American lawyer (1939–2009)

Paul Laurence Bloom (May 14, 1939 – October 10, 2009) was an American lawyer working as a special counsel for the United States Department of Energy during the Carter Administration, who recovered $6 billion in refunds from dozens of oil producers in the United States who had overcharged as much as $11 billion for their products under price controls placed on "old oil" (oil obtained from wells that were drilled before a cutoff date), that had been imposed by Richard Nixon in the wake of the 1973 oil crisis, as a means to control prices and to encourage oil companies to search for new sources of petroleum that would not fall under the regulations.

==Early life and career==
Bloom was born on May 14, 1939, in Norfolk, Virginia, and grew up in Chicago. He attended the University of Chicago where he received an undergraduate degree and received his legal training at the University of New Mexico School of Law. Following his graduation, he worked for the state of New Mexico as a natural resources lawyer.

==Energy Department==
Bloom was appointed in 1977 as special counsel for compliance by Secretary of Energy James Schlesinger, and was responsible for investigating violations of oil price controls imposed following the 1973 oil crisis. Under regulations established during the Nixon administration, oil producers were given limits on prices for "old oil". At the same time, new discoveries were fostered by being excluded from these rules. With 600 attorneys and accountants performing investigations together with hundreds more from auditing firms, the task force was able to use subpoenas and to place auditors on-site at producing companies to analyze transactions. With this information, Bloom was able to identify excess charges amounting to $11 billion from all but two of the nation's 35 largest oil producers. Despite arguments from the oil companies that they were being charged with violations of arcane interpretations of the rules imposed, Bloom was able to recover $6 billion in refunds.

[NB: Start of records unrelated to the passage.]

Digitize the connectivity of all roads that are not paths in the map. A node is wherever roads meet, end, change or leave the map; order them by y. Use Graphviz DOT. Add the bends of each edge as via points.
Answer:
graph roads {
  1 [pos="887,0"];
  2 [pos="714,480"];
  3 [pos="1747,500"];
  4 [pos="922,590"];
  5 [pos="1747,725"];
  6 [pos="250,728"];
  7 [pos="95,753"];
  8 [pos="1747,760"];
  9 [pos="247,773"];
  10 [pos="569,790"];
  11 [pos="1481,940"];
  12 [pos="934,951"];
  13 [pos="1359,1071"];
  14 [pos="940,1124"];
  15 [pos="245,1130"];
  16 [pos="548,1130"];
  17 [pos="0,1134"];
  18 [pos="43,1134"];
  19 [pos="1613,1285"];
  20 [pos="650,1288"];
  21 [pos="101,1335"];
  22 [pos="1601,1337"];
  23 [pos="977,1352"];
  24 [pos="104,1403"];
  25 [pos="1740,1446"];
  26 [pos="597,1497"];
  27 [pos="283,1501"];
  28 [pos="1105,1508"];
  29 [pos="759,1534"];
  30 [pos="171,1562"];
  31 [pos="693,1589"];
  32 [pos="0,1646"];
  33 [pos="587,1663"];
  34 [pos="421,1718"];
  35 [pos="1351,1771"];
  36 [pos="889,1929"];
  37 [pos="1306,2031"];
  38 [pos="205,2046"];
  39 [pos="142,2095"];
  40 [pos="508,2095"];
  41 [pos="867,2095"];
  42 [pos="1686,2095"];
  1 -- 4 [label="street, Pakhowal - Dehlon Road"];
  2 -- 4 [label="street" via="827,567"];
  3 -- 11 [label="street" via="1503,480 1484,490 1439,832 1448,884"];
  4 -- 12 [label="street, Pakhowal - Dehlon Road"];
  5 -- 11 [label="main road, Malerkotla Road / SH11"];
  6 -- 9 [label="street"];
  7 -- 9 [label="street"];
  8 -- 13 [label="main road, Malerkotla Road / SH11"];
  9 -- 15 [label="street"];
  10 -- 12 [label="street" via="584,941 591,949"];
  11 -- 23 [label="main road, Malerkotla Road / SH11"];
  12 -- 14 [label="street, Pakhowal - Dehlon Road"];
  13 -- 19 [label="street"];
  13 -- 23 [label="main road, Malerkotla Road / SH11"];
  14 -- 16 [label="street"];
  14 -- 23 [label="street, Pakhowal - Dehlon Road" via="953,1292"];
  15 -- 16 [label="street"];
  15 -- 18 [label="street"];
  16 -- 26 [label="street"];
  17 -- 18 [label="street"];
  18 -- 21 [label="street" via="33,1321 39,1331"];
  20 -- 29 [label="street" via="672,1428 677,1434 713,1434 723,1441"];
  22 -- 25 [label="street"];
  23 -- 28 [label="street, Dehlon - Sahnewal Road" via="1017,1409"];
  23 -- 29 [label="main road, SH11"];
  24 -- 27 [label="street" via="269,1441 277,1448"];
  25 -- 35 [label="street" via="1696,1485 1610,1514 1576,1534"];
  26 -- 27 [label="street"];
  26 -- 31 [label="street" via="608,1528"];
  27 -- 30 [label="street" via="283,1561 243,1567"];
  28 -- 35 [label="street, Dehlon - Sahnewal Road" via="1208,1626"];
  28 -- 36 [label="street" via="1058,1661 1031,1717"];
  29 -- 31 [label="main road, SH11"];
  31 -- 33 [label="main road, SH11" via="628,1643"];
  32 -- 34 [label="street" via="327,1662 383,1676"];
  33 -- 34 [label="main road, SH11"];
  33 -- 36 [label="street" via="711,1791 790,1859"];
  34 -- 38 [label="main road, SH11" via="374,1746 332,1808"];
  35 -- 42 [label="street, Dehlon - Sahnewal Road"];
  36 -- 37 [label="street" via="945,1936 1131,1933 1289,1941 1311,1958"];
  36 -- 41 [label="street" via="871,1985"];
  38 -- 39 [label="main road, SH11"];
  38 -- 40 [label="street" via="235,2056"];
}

After receiving a settlement payment of $4 million from Standard Oil of Indiana, Bloom disbursed the funds to four charities, each receiving $1 million to assist poor people with their heating bills. The Reagan administration attempted to reclaim these funds, but by that time the charities had already distributed almost all of the money.

Bloom died at age 70 of pancreatic cancer on October 10, 2009, in Chevy Chase, Maryland. He was survived by his wife, Marjorie, as well as by two sons and a daughter.